The Grim Reaper. Shinigami. Death. Few words carry with them such powerful connotations. Or such powerful imagery. Simply saying the word “reaper” can send a chill down your spine. Go ahead, try it right now for yourself. “Reaper.” I know my stomach felt a little cooler. And my mind? Well, it immediately went to the image of a man in dark, wielding a giant scythe in his hands, his skeletal face grinning wickedly as he stared me down, just waiting for that last breath. Terrifying, isn’t it?
Now take the word shinigami, death god, lord of dying, and then attach it to this image:
It sort of loses something, doesn’t it? For one, Grell isn’t wearing black, is s/he? That bright outfit, the goofy smile, the chainsaw, and that hair. It’s a lot of one color, and that color is something a lot brighter than black.
No, this is not a rumination devoted to the imagery Japan has thrown around when characterizing death gods (that comes later), but rather the imagery surrounding one of them, a Mr, or is that Ms, Grell Sutcliffe, transvestite shinigami extraordinaire. And there are a fair amount of things one could say about she/him as a character. And this one-time bit player in a manga full of exotically designed characters has managed, through visual mediums and a lot of fan service, to represent something far more than just another death god. Grell Sutcliffe is a representation of a few things inherent to Japanese culture and history, wrapped up in one hell of a package.
Before I proceed further, I feel the need to clarify a few points I will be using a bit later on in this essay. This is the first in a series of essays that I have decided to write based on my lecture/panel “Dead Like Us: Shinigami, Death Culture and Japanese Media.” The goal of these essays to to record some of the key points I make during the panel, and expand upon other ideas that I must overlook, due to time constraints. This particular essay is then, I suppose, the “test run” for what I hope to be doing later, so please pardon errors, hastily phrased grammar, disjointed ideas and poor spelling. Though I proofread everything I write, this is something new for me, and I am bound to make mistakes.
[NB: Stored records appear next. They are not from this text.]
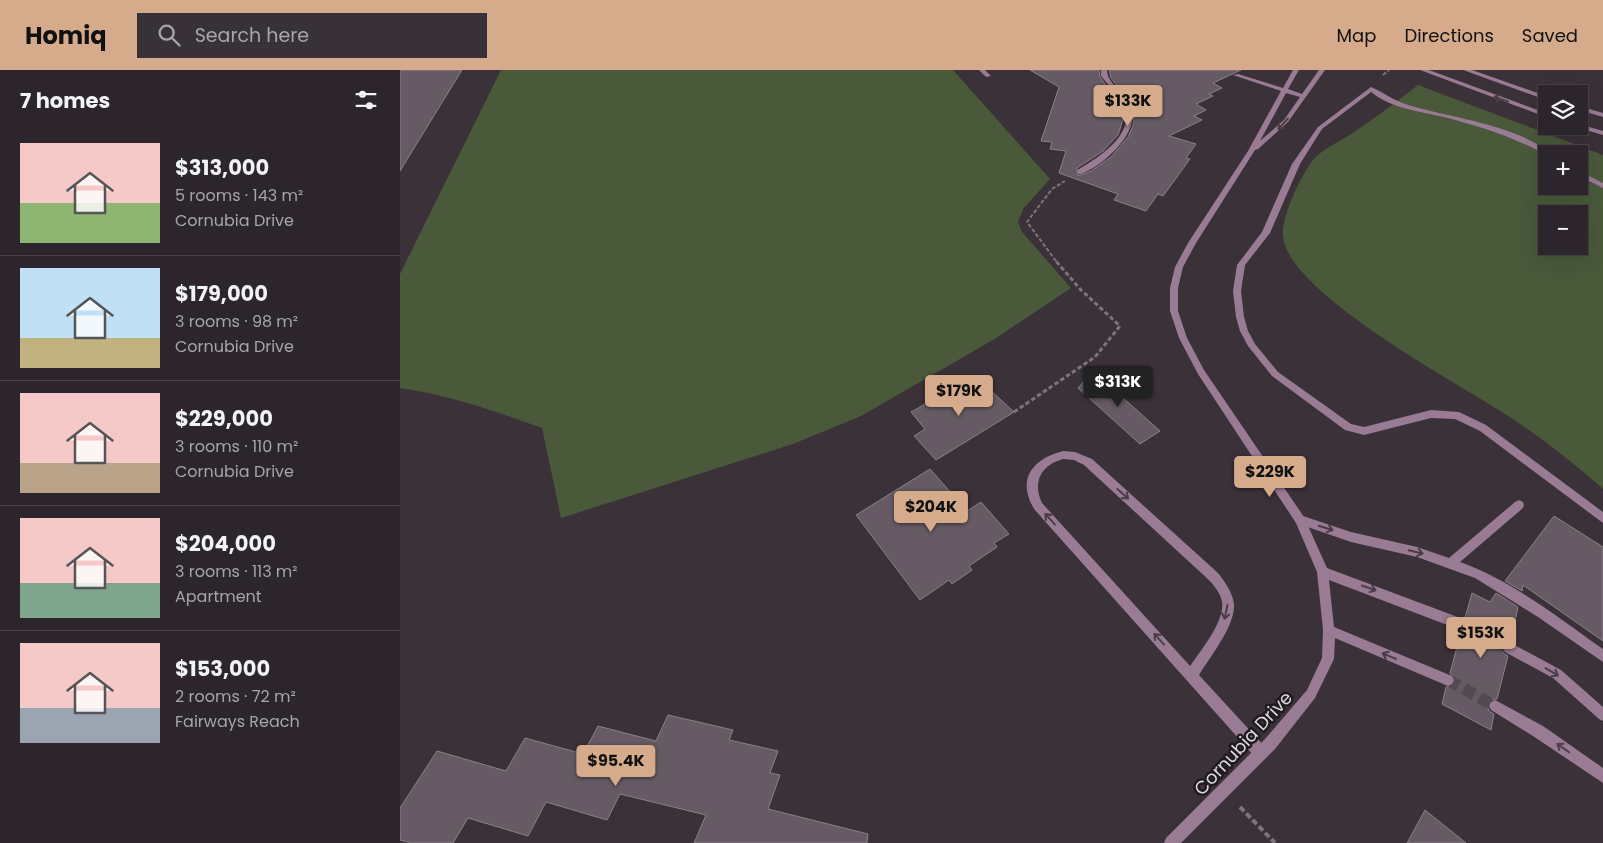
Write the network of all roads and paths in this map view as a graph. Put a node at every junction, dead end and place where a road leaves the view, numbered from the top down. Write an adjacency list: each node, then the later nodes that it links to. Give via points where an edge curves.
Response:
1 (982, 70): 8 (street)
2 (1104, 70): 19 (street, via 1104,76 1129,111 1128,120 1124,136 1109,152)
3 (1296, 70): 9 (street, Cornubia Drive)
4 (1322, 70): 11 (street, Cornubia Drive)
5 (1423, 70): 13 (street, one-way to 5)
6 (1466, 70): 10 (street)
7 (1236, 75): 9 (street)
8 (988, 76)
9 (1283, 91): 11 (street); 18 (street, Cornubia Drive)
10 (1538, 95)
11 (1303, 96): 18 (street, Cornubia Drive, one-way to 18, via 1286,121)
12 (1588, 111): 14 (street)
13 (1538, 112)
14 (1603, 115)
15 (1588, 129): 16 (street)
16 (1603, 133)
17 (1538, 147): 24 (street, via 1504,132 1414,108 1377,95 1371,89 1320,128 1303,151 1266,233 1241,265 1237,291 1240,317 1252,346 1275,374 1348,427 1364,430 1431,414 1456,415 1483,428)
18 (1251, 152): 25 (street, Cornubia Drive, via 1179,267 1174,288 1174,311 1183,338 1201,372)
19 (1081, 172): 22 (path, via 1052,189 1026,222 1076,286 1120,326 1095,357)
20 (1588, 178): 21 (street)
21 (1603, 186)
22 (1014, 412)
23 (1519, 505): 26 (street)
24 (1603, 518)
25 (1300, 520): 26 (street, one-way to 26, via 1351,538); 27 (street, Cornubia Drive)
26 (1451, 563): 31 (street, via 1479,574 1542,612)
27 (1323, 572): 28 (street, one-way to 28); 29 (street, Cornubia Drive)
28 (1463, 625)
29 (1329, 630): 33 (street, one-way to 29); 36 (street, Cornubia Drive, via 1328,659 1311,694)
30 (1509, 648): 35 (street, one-way to 35, via 1557,674)
31 (1603, 656)
32 (1191, 676): 32 (street, one-way to 32, via 1032,498 1035,477 1049,458 1068,453 1088,462 1223,588 1228,607 1226,619); 36 (street)
33 (1448, 680)
34 (1495, 706): 37 (street, one-way to 34)
35 (1603, 714)
36 (1261, 753): 38 (street, Cornubia Drive)
37 (1603, 776)
38 (1223, 791): 39 (street, Cornubia Drive); 40 (path)
39 (1172, 843)
40 (1275, 843)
When I speak of the shinigami, I lay out a number of key characteristics that all shinigami possess. These include concepts like the unique bonded weapon, the outsider nature, the tenet of neutrality (whereby death gods must inherently be unbiased) and the idea of being the “keeper” of something. For the purposes of this discussion, I will be focusing on the idea of the shinigami as outsider. More than many other representation of death gods, Grell Sutcliffe seems to embody this concept in a manner than is “higher than the norm” when looking at the cultural implications of the death god.
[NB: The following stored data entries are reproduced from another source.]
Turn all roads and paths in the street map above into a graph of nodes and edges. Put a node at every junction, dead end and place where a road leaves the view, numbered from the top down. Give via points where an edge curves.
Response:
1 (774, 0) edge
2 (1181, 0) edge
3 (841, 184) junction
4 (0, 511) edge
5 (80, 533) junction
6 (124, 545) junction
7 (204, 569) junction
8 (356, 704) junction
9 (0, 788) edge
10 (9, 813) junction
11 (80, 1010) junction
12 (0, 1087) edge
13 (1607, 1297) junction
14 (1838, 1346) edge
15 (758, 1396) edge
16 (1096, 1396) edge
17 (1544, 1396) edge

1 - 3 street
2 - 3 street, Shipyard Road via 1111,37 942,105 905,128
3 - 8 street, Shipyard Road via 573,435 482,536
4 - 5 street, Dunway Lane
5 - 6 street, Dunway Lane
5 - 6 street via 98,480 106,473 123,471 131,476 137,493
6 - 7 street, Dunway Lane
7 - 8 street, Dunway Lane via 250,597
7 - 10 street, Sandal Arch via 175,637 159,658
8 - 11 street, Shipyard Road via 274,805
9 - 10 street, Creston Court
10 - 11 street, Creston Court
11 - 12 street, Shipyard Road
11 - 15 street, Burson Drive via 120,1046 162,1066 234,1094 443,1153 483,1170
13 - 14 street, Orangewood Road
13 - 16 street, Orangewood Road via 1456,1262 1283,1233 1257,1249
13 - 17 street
Finally, I will admit that I am a fan of the character. Grell is the main reason I actually started reading/watching “Kuroshitsuji” in the first place, as I became enamored with how the character was presented. Grell is more than just fan service, though it is a role s/he embodies extremely well. While the anime itself tends to deplete some of the appeal for she/him by “devolving” the character into a more comical role versus what is presented in the manga, I still found great enjoyment and satisfaction at the end of the first series. So please pardon me if I insert a few fan-friendly remarks about Grell, I assure you they are placed there with only the purest of intentions and merits.
Note: With regards to the massive ambiguity surrounding the character, I will be referring to Grell as “he/him” for the duration of my discussion. After all, it IS a man, no matter how effeminate or “bishy” he acts.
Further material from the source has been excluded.